He is very nice. He is coming this afternoon." Thomas Briggs was at that very moment coming. He
was jogging along the road between Mezzago and Castagneto in a fly,
sincerely hoping that the dark-eyed lady would grasp that all he wanted
was to see her, and not at all to see if his house were still there. He
felt that an owner of delicacy did not intrude on a tenant. But--he had
been thinking so much of her since that day. Rose Arbuthnot. Such a
pretty name. And such a pretty creature--mild, milky, mothery in the
best sense; the best sense being that she wasn't his mother and couldn't
have been if she had tried, for parents were the only things impossible
to have younger than oneself. Also, he was passing so near. It seemed
absurd not just to look in and see if she were comfortable. He longed
to see her in his house. He longed to see it as her background, to see
her sitting in his chairs, drinking out of his cups, using all his
things. Did she put the big crimson brocade cushion in the drawing-room
behind her little dark head? Her hair and the whiteness of her skin
would look lovely against it. Had she seen the portrait of herself on
the stairs? He wondered if she liked it. He would explain it to her.

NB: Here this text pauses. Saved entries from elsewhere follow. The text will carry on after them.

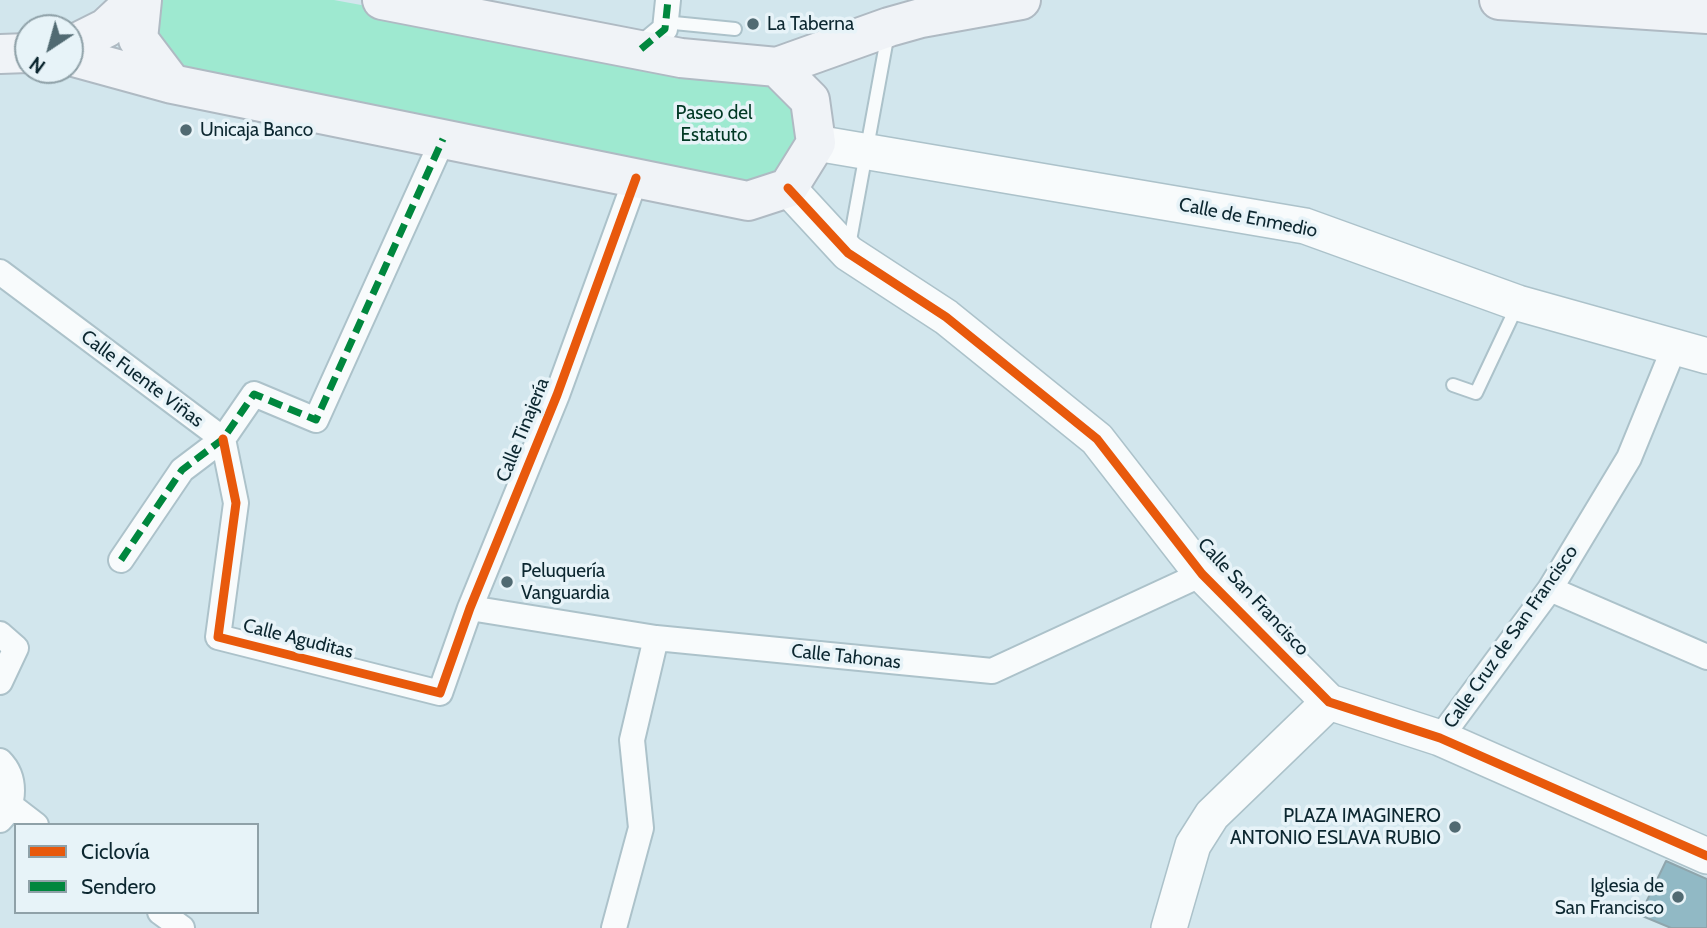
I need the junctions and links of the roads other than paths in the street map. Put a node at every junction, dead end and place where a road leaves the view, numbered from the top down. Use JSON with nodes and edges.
{"nodes":[{"id":1,"x":136,"y":0,"type":"edge"},
{"id":2,"x":142,"y":0,"type":"edge"},
{"id":3,"x":382,"y":0,"type":"edge"},
{"id":4,"x":668,"y":0,"type":"edge"},
{"id":5,"x":1021,"y":0,"type":"edge"},
{"id":6,"x":1499,"y":0,"type":"edge"},
{"id":7,"x":1707,"y":14,"type":"edge"},
{"id":8,"x":890,"y":27,"type":"junction"},
{"id":9,"x":735,"y":29,"type":"dead end"},
{"id":10,"x":654,"y":38,"type":"junction"},
{"id":11,"x":84,"y":39,"type":"edge"},
{"id":12,"x":84,"y":60,"type":"edge"},
{"id":13,"x":778,"y":67,"type":"junction"},
{"id":14,"x":172,"y":84,"type":"junction"},
{"id":15,"x":810,"y":100,"type":"junction"},
{"id":16,"x":443,"y":139,"type":"junction"},
{"id":17,"x":816,"y":143,"type":"junction"},
{"id":18,"x":867,"y":151,"type":"junction"},
{"id":19,"x":636,"y":178,"type":"junction"},
{"id":20,"x":788,"y":188,"type":"junction"},
{"id":21,"x":670,"y":198,"type":"dead end"},
{"id":22,"x":848,"y":253,"type":"junction"},
{"id":23,"x":0,"y":272,"type":"edge"},
{"id":24,"x":1518,"y":303,"type":"junction"},
{"id":25,"x":1674,"y":348,"type":"junction"},
{"id":26,"x":1707,"y":356,"type":"edge"},
{"id":27,"x":1453,"y":384,"type":"dead end"},
{"id":28,"x":223,"y":439,"type":"junction"},
{"id":29,"x":121,"y":560,"type":"dead end"},
{"id":30,"x":1202,"y":574,"type":"junction"},
{"id":31,"x":1550,"y":589,"type":"junction"},
{"id":32,"x":470,"y":608,"type":"junction"},
{"id":33,"x":0,"y":634,"type":"edge"},
{"id":34,"x":656,"y":638,"type":"junction"},
{"id":35,"x":1707,"y":657,"type":"edge"},
{"id":36,"x":0,"y":682,"type":"edge"},
{"id":37,"x":440,"y":693,"type":"joint"},
{"id":38,"x":1329,"y":702,"type":"junction"},
{"id":39,"x":1440,"y":738,"type":"junction"},
{"id":40,"x":0,"y":761,"type":"edge"},
{"id":41,"x":5,"y":813,"type":"edge"},
{"id":42,"x":31,"y":823,"type":"edge"},
{"id":43,"x":1707,"y":856,"type":"edge"},
{"id":44,"x":163,"y":914,"type":"edge"},
{"id":45,"x":182,"y":928,"type":"edge"},
{"id":46,"x":614,"y":928,"type":"edge"},
{"id":47,"x":1169,"y":928,"type":"edge"}],
"edges":[{"from":1,"to":11,"type":"main road"},
{"from":2,"to":14,"type":"main road"},
{"from":3,"to":10,"type":"main road"},
{"from":4,"to":10,"type":"street"},
{"from":5,"to":8,"type":"main road"},
{"from":6,"to":7,"type":"main road"},
{"from":8,"to":13,"type":"main road"},
{"from":8,"to":15,"type":"main road"},
{"from":8,"to":18,"type":"lane"},
{"from":9,"to":10,"type":"lane"},
{"from":10,"to":13,"type":"main road"},
{"from":12,"to":14,"type":"main road"},
{"from":13,"to":15,"type":"main road"},
{"from":14,"to":16,"type":"main road"},
{"from":15,"to":17,"type":"main road"},
{"from":16,"to":19,"type":"main road"},
{"from":16,"to":28,"type":"street"},
{"from":17,"to":18,"type":"street","name":"Calle de Enmedio"},
{"from":17,"to":20,"type":"main road"},
{"from":18,"to":22,"type":"lane"},
{"from":18,"to":24,"type":"street","name":"Calle de Enmedio"},
{"from":19,"to":20,"type":"main road"},
{"from":19,"to":21,"type":"lane"},
{"from":19,"to":32,"type":"street","name":"Calle Tinajería"},
{"from":20,"to":22,"type":"street","name":"Calle San Francisco"},
{"from":22,"to":30,"type":"street","name":"Calle San Francisco"},
{"from":23,"to":28,"type":"street","name":"Calle Fuente Viñas"},
{"from":24,"to":25,"type":"street","name":"Calle de Enmedio"},
{"from":24,"to":27,"type":"lane"},
{"from":25,"to":26,"type":"street","name":"Calle de Enmedio"},
{"from":25,"to":31,"type":"street","name":"Calle Cruz de San Francisco"},
{"from":28,"to":29,"type":"street","name":"Calle Fuente Viñas"},
{"from":28,"to":37,"type":"street","name":"Calle Aguditas"},
{"from":30,"to":34,"type":"street","name":"Calle Tahonas"},
{"from":30,"to":38,"type":"street","name":"Calle San Francisco"},
{"from":31,"to":35,"type":"street"},
{"from":31,"to":39,"type":"street","name":"Calle Cruz de San Francisco"},
{"from":32,"to":34,"type":"street","name":"Calle Tahonas"},
{"from":32,"to":37,"type":"street","name":"Calle Tinajería"},
{"from":33,"to":36,"type":"street"},
{"from":34,"to":46,"type":"street"},
{"from":38,"to":39,"type":"street","name":"Calle San Francisco"},
{"from":38,"to":47,"type":"street"},
{"from":39,"to":43,"type":"street","name":"Calle San Francisco"},
{"from":40,"to":41,"type":"street"},
{"from":41,"to":42,"type":"street"},
{"from":44,"to":45,"type":"street"}]}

If she didn't paint, and she had said nothing to suggest it, she
wouldn't perhaps notice how exactly the moulding of the eyebrows and the
slight hollow of the cheek-- He told the fly to wait in Castagneto, and crossed
the piazza, hailed by children and dogs, who all knew him and sprang up
suddenly from nowhere, and walking quickly up the zigzag path, for he
was an active young man not much more than thirty, he pulled the ancient
chain that rang the bell, and waited decorously on the proper side of
the open door to be allowed to come in. At the sight of him Francesca flung up every bit
of her that would fling up--eyebrows, eyelids, and hands, and volubly
assured him that all was in perfect order and that she was doing her
duty. "Of course, of course," said Briggs, cutting her
short. "No one doubts it." And he asked her to take in his card to her
mistress. "Which mistress?" asked Francesca. "Which mistress?" "There are four," said Francesca, scenting an
irregularity on the part of the tenants, for her master looked
surprised; and she felt pleased, for life was dull and irregularities
helped it along at least a little. "Four?" he repeated surprised. "Well, take it to
the lot then," he said, recovering himself, for he noticed her
expression. Coffee was being drunk in the top garden in the
shade of the umbrella pine. Only Mrs. Fisher and Mr. Wilkins were
drinking it, for Mrs. Arbuthnot, after eating nothing and being
completely silent during lunch, had disappeared immediately afterwards. While Francesca went away into the garden with his
card, her master stood examining the picture on the staircase of that
Madonna by an early Italian painter, name unknown, picked up by him at
Orvieto, who was so much like his tenant. It really was remarkable, the
likeness. Of course his tenant that day in London had had her hat on,
but he was pretty sure her hair grew just like that off her forehead.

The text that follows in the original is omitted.